Yeah, we're going to read 11 pages first.
Why wasn't that info on page one and more importantly, why include eleven effing pages of chatter about child molesters and rapists?
I don't even know those perverts and don't want to know them.
At first I didn't care - I am used to being accused of things I didn't do or say. In one ear, out the other.
But we need to rent a house so now I must kind of care even though I feel like **** and ***. (both come out of the same rear end)
Alex has a lawyer friend and that's all I'll say about that - I am not a sex pervert and the proof is on page 12. Our society is into dramatizing issues - let's put the juice (true or not) on pages 1-11 and save the truth for last.
Background checks should not read like The National Enquirer. Unless you did something naughty, like John Edwards the sleezy scumbag. Hope he's on page one every week.
Now we are trying for house number three. Same background check is being processed.
I'm trying to figure out what to eat. It's 3:04 pm and I haven't eaten a thing. I'm afraid to put a bite in my mouth in fear of harming my kidneys but I have a massive headache. Plus there's this- nothing sounds good. I eat to live, I don't live to eat.
A card I gave Nicole with a message I wrote her was discovered. We gave each other cards all the time - after all we worked in a paper store. It has been haunting me ever since I saw it. I want to know why I said that. I like answers.
And I cannot remember which of the many crisises Nicole was undergoing.
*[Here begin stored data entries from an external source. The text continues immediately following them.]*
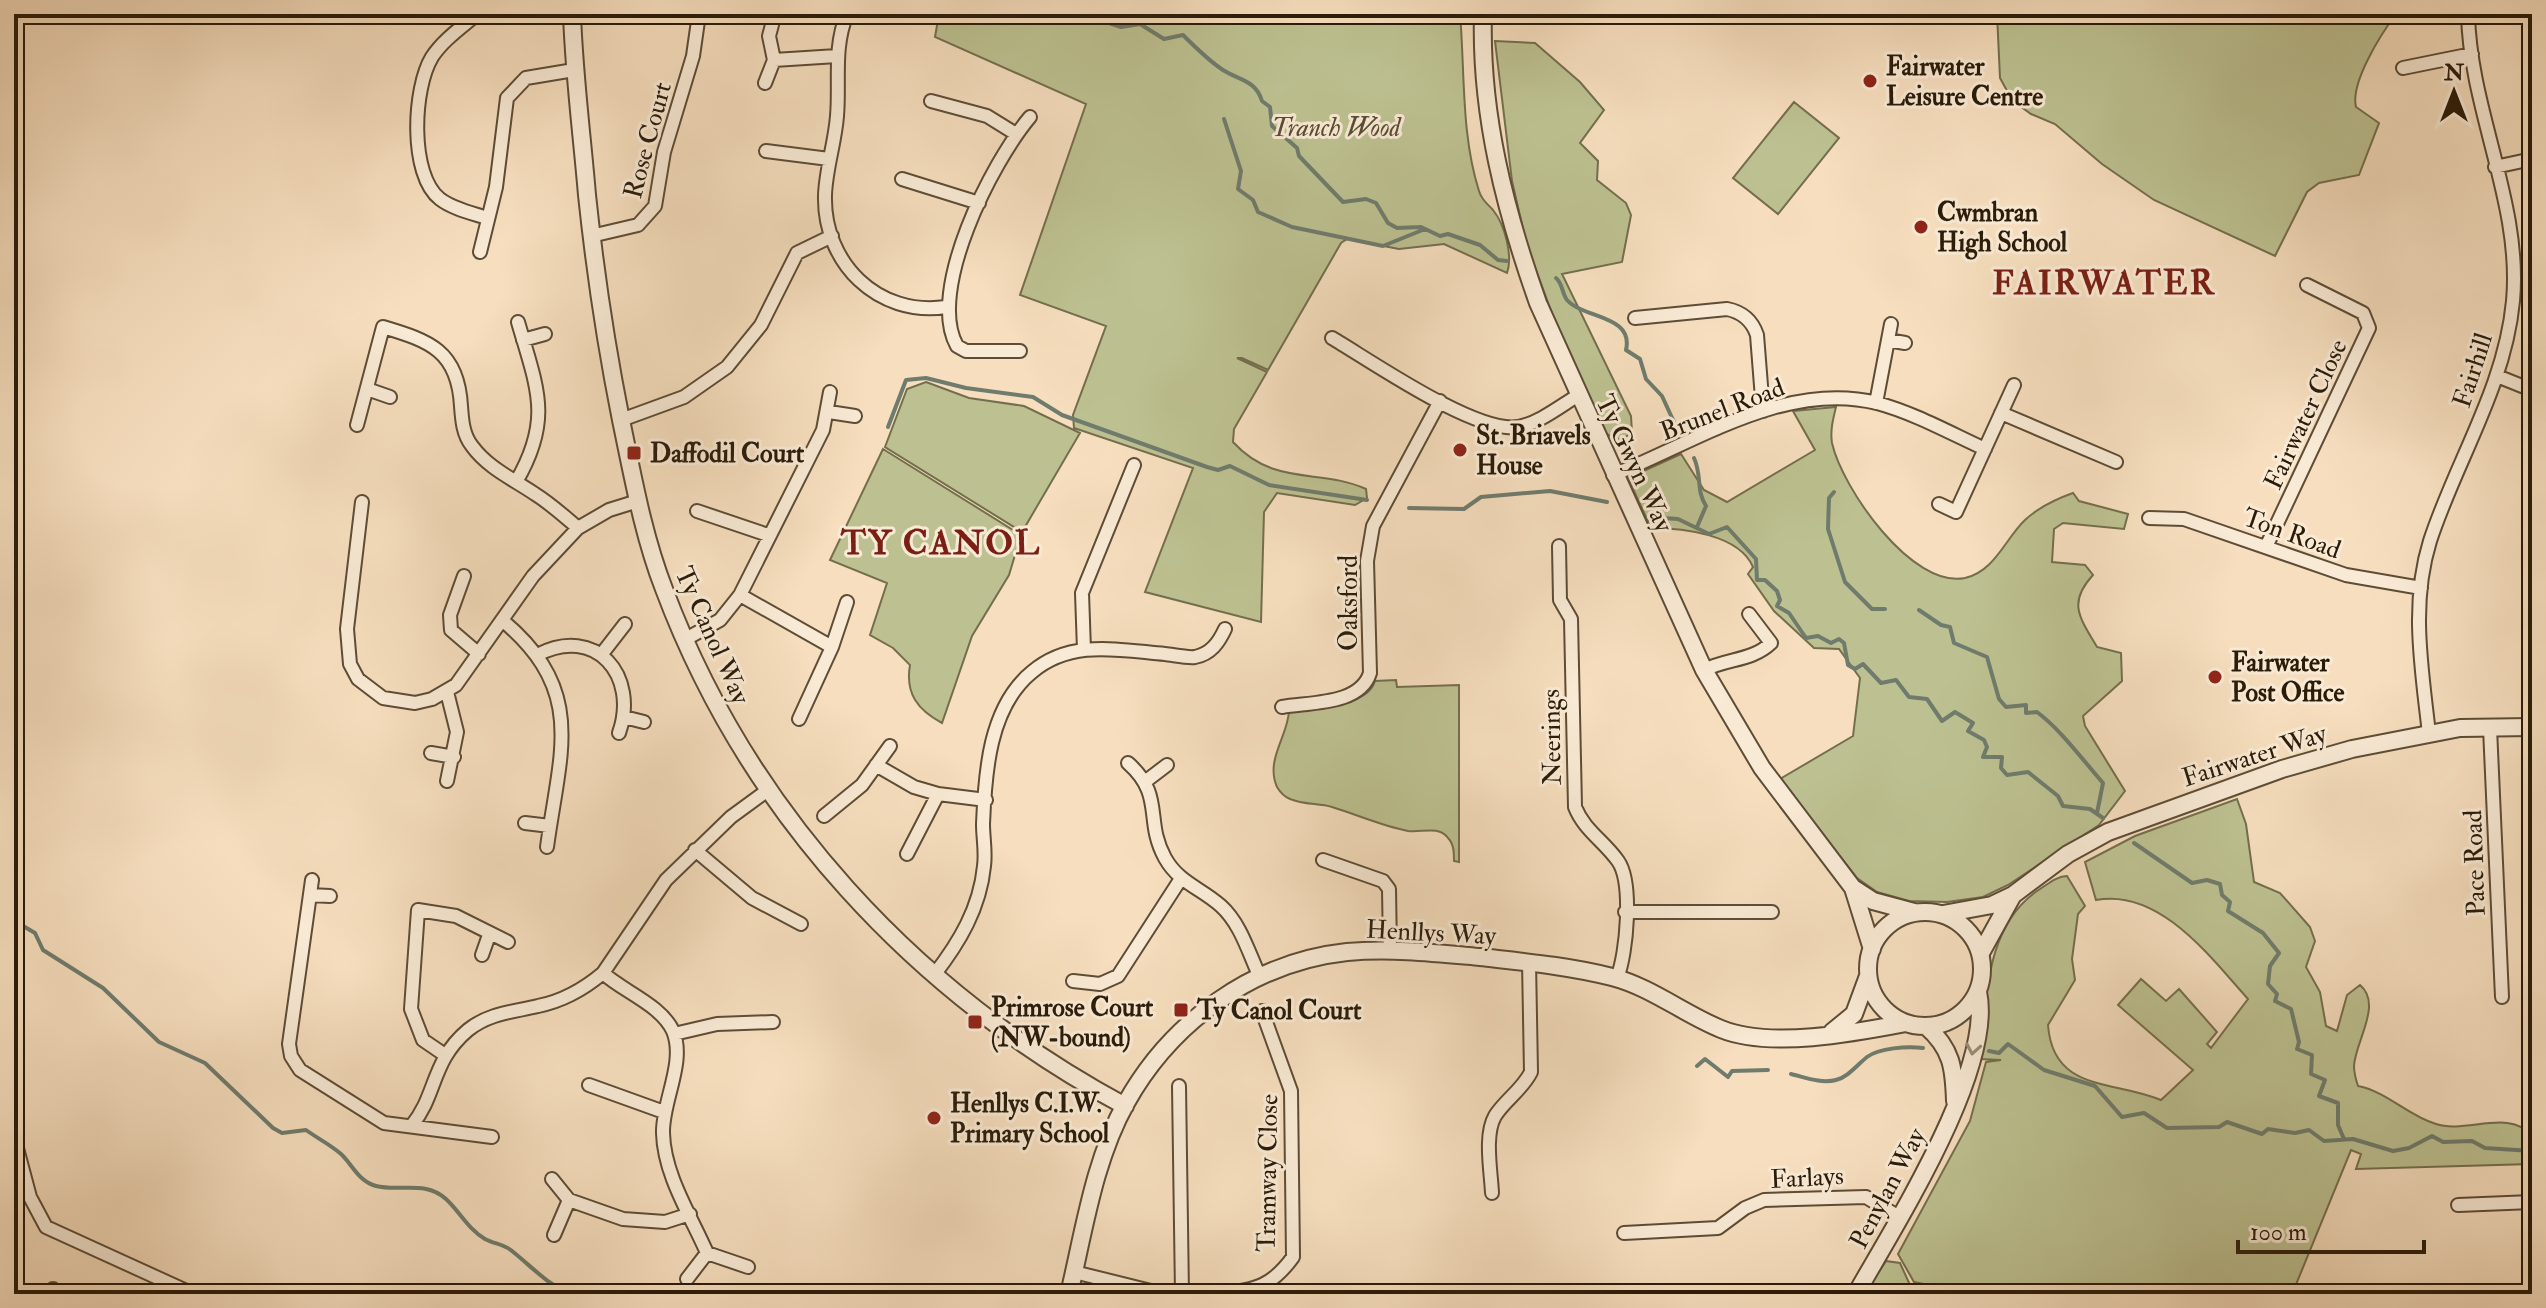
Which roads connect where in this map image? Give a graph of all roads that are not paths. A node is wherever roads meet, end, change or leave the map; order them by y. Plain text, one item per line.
1 (572, 14) edge
2 (699, 14) edge
3 (847, 14) edge
4 (1483, 14) edge
5 (2468, 14) edge
6 (475, 15) edge
7 (773, 21) dead end
8 (2472, 54) junction
9 (837, 56) junction
10 (774, 60) junction
11 (2403, 68) dead end
12 (574, 70) junction
13 (765, 83) dead end
14 (931, 101) dead end
15 (1030, 117) dead end
16 (1016, 134) junction
17 (766, 151) dead end
18 (829, 159) junction
19 (2532, 159) edge
20 (2495, 167) junction
21 (902, 179) dead end
22 (979, 203) junction
23 (487, 218) junction
24 (591, 236) junction
25 (832, 236) junction
26 (480, 252) dead end
27 (2307, 285) dead end
28 (946, 307) junction
29 (518, 322) dead end
30 (1891, 324) dead end
31 (1647, 332) dead end
32 (545, 334) dead end
33 (1332, 338) dead end
34 (523, 340) junction
35 (1888, 340) junction
36 (1905, 343) dead end
37 (1020, 351) dead end
38 (2497, 376) junction
39 (2014, 385) dead end
40 (367, 389) junction
41 (2532, 390) edge
42 (830, 392) dead end
43 (1577, 396) junction
44 (390, 397) dead end
45 (1440, 401) junction
46 (1876, 403) junction
47 (1763, 411) junction
48 (829, 412) junction
49 (2001, 413) junction
50 (855, 416) dead end
51 (621, 420) junction
52 (357, 425) dead end
53 (1985, 449) junction
54 (2100, 455) junction
55 (2116, 462) dead end
56 (1134, 465) dead end
57 (2095, 468) dead end
58 (1613, 475) junction
59 (516, 482) junction
60 (638, 501) junction
61 (362, 502) dead end
62 (1939, 504) dead end
63 (697, 511) dead end
64 (2149, 518) dead end
65 (578, 528) junction
66 (768, 535) junction
67 (1559, 546) dead end
68 (2266, 547) junction
69 (464, 576) dead end
70 (2421, 588) junction
71 (740, 595) junction
72 (847, 602) dead end
73 (1749, 614) dead end
74 (502, 620) junction
75 (625, 624) dead end
76 (1225, 629) dead end
77 (684, 640) junction
78 (832, 647) junction
79 (1084, 650) junction
80 (479, 654) junction
81 (537, 655) junction
82 (601, 655) junction
83 (1704, 670) junction
84 (447, 692) junction
85 (1282, 707) dead end
86 (624, 717) junction
87 (799, 719) dead end
88 (644, 722) dead end
89 (2532, 727) edge
90 (2490, 728) junction
91 (619, 733) dead end
92 (2429, 734) junction
93 (890, 746) dead end
94 (431, 753) dead end
95 (454, 757) junction
96 (1128, 763) dead end
97 (876, 765) junction
98 (1167, 765) dead end
99 (447, 781) dead end
100 (1146, 781) junction
101 (768, 790) junction
102 (938, 794) junction
103 (986, 800) junction
104 (824, 816) dead end
105 (525, 823) dead end
106 (550, 826) junction
107 (547, 847) dead end
108 (695, 850) junction
109 (907, 854) dead end
110 (1323, 860) dead end
111 (312, 880) dead end
112 (1180, 880) junction
113 (1853, 888) junction
114 (310, 895) junction
115 (2013, 895) junction
116 (330, 896) dead end
117 (419, 897) dead end
118 (418, 910) junction
119 (1625, 912) junction
120 (1772, 912) dead end
121 (1916, 913) junction
122 (1943, 914) junction
123 (801, 924) dead end
124 (489, 935) junction
125 (508, 942) dead end
126 (1872, 949) junction
127 (1390, 951) junction
128 (1981, 953) junction
129 (482, 955) dead end
130 (1529, 962) junction
131 (603, 973) junction
132 (1868, 974) junction
133 (934, 975) junction
134 (1260, 977) junction
135 (1617, 978) junction
136 (1073, 981) dead end
137 (1978, 992) junction
138 (2502, 997) dead end
139 (1262, 1011) dead end
140 (773, 1022) dead end
141 (1906, 1023) junction
142 (1926, 1026) junction
143 (1831, 1032) junction
144 (674, 1034) junction
145 (445, 1055) junction
146 (589, 1085) dead end
147 (1179, 1086) dead end
148 (1955, 1102) junction
149 (1125, 1106) junction
150 (664, 1112) junction
151 (412, 1125) junction
152 (14, 1137) edge
153 (492, 1137) dead end
154 (552, 1179) dead end
155 (1492, 1193) dead end
156 (569, 1200) junction
157 (2532, 1202) edge
158 (2458, 1205) dead end
159 (690, 1214) junction
160 (1899, 1217) junction
161 (1624, 1233) dead end
162 (554, 1235) dead end
163 (707, 1253) junction
164 (748, 1267) dead end
165 (1074, 1272) junction
166 (687, 1279) dead end
167 (193, 1294) edge
168 (1069, 1294) edge
169 (1163, 1294) edge
170 (1182, 1294) edge
171 (1221, 1294) edge
172 (1856, 1294) edge

1 - 12 street, Ty Canol Way
2 - 24 street, Rose Court
3 - 9 street
4 - 43 street, Ty Gwyn Way
5 - 8 street, Fairhill
6 - 23 street
7 - 10 street
8 - 11 street
8 - 20 street, Fairhill
9 - 10 street
9 - 18 street
10 - 13 street
12 - 23 street
12 - 24 street, Ty Canol Way
14 - 16 street
15 - 16 street
16 - 22 street
17 - 18 street
18 - 25 street
19 - 20 street
20 - 38 street, Fairhill
21 - 22 street
22 - 28 street
23 - 26 street
24 - 51 street, Ty Canol Way
25 - 28 street
25 - 51 street
27 - 68 street, Fairwater Close
28 - 37 street
29 - 34 street
30 - 35 street
31 - 47 street
32 - 34 street
33 - 45 street
34 - 59 street
35 - 36 street
35 - 46 street
38 - 41 street
38 - 70 street, Fairhill
39 - 49 street
40 - 44 street
40 - 52 street
40 - 59 street
42 - 48 street
43 - 45 street
43 - 58 street, Ty Gwyn Way
45 - 85 street, Oaksford
46 - 47 street, Brunel Road
46 - 53 street, Brunel Road
47 - 58 street, Brunel Road
48 - 50 street
48 - 66 street
49 - 53 street
49 - 54 street
51 - 60 street, Ty Canol Way
53 - 62 street
54 - 55 street
54 - 57 street
56 - 79 street
58 - 83 street, Ty Gwyn Way
59 - 65 street
60 - 65 street
60 - 77 street, Ty Canol Way
61 - 84 street
63 - 66 street
64 - 68 street, Ton Road
65 - 74 street
66 - 71 street
67 - 119 street, Neerings
68 - 70 street, Ton Road
69 - 80 street
70 - 92 street, Fairhill
71 - 77 street
71 - 78 street
72 - 78 street
73 - 83 street
74 - 80 street
74 - 81 street
75 - 82 street
76 - 79 street
77 - 101 street, Ty Canol Way
78 - 87 street
79 - 103 street
80 - 84 street
81 - 82 street
81 - 106 street
82 - 86 street
83 - 113 street, Ty Gwyn Way
84 - 95 street
86 - 88 street
86 - 91 street
89 - 90 street, Fairwater Way
90 - 92 street, Fairwater Way
90 - 138 street, Pace Road
92 - 115 street, Fairwater Way
93 - 97 street
94 - 95 street
95 - 99 street
96 - 100 street
97 - 102 street
97 - 104 street
98 - 100 street
100 - 112 street
101 - 108 street
101 - 133 street, Ty Canol Way
102 - 103 street
102 - 109 street
103 - 133 street
105 - 106 street
106 - 107 street
108 - 123 street
108 - 131 street
110 - 127 street
111 - 114 street
112 - 134 street
112 - 136 street
113 - 121 street, Ty Gwyn Way
113 - 126 street, Ty Gwyn Way
114 - 116 street
114 - 151 street
115 - 122 street, Fairwater Way
115 - 128 street, Fairwater Way
117 - 118 street
118 - 124 street
118 - 145 street
119 - 120 street
119 - 135 street, Neerings
121 - 122 street
121 - 126 street
122 - 128 street
124 - 125 street
124 - 129 street
126 - 132 street
127 - 130 street, Henllys Way
127 - 134 street, Henllys Way
128 - 137 street
130 - 135 street, Henllys Way
130 - 155 street
131 - 144 street
131 - 145 street
132 - 141 street
132 - 143 street
133 - 149 street, Ty Canol Way
134 - 149 street, Henllys Way
135 - 143 street, Henllys Way
137 - 142 street
137 -> 148 street, Penylan Way
139 - 171 street, Tramway Close
140 - 144 street
141 - 142 street
141 - 143 street, Henllys Way
142 - 148 street, Penylan Way
144 - 150 street
145 - 151 street
146 - 150 street
147 - 170 street
148 - 160 street, Penylan Way
149 - 165 street, Henllys Way
150 - 159 street
151 - 153 street
152 - 167 street
154 - 156 street
156 - 159 street
156 - 162 street
157 - 158 street
159 - 163 street
160 - 161 street, Farlays
160 - 172 street, Penylan Way
163 - 164 street
163 - 166 street
165 - 168 street, Henllys Way
165 - 169 street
So many, at so many different times.
Double-click to enlarge.
Front of card
Inside of card
my message to her
I recognized the card and message as soon as I saw it but I couldn't remember why I said that to her.
I can't stop thinking about that card. It bothers me.
I miss worrying about her. I do. Well...I still worry about her but I can't explain that one.
In closing I want to say I really haven't been to anyone's blogs. When everything hurts from head to toe it's hard to keep your spirits up. Which takes me to another point.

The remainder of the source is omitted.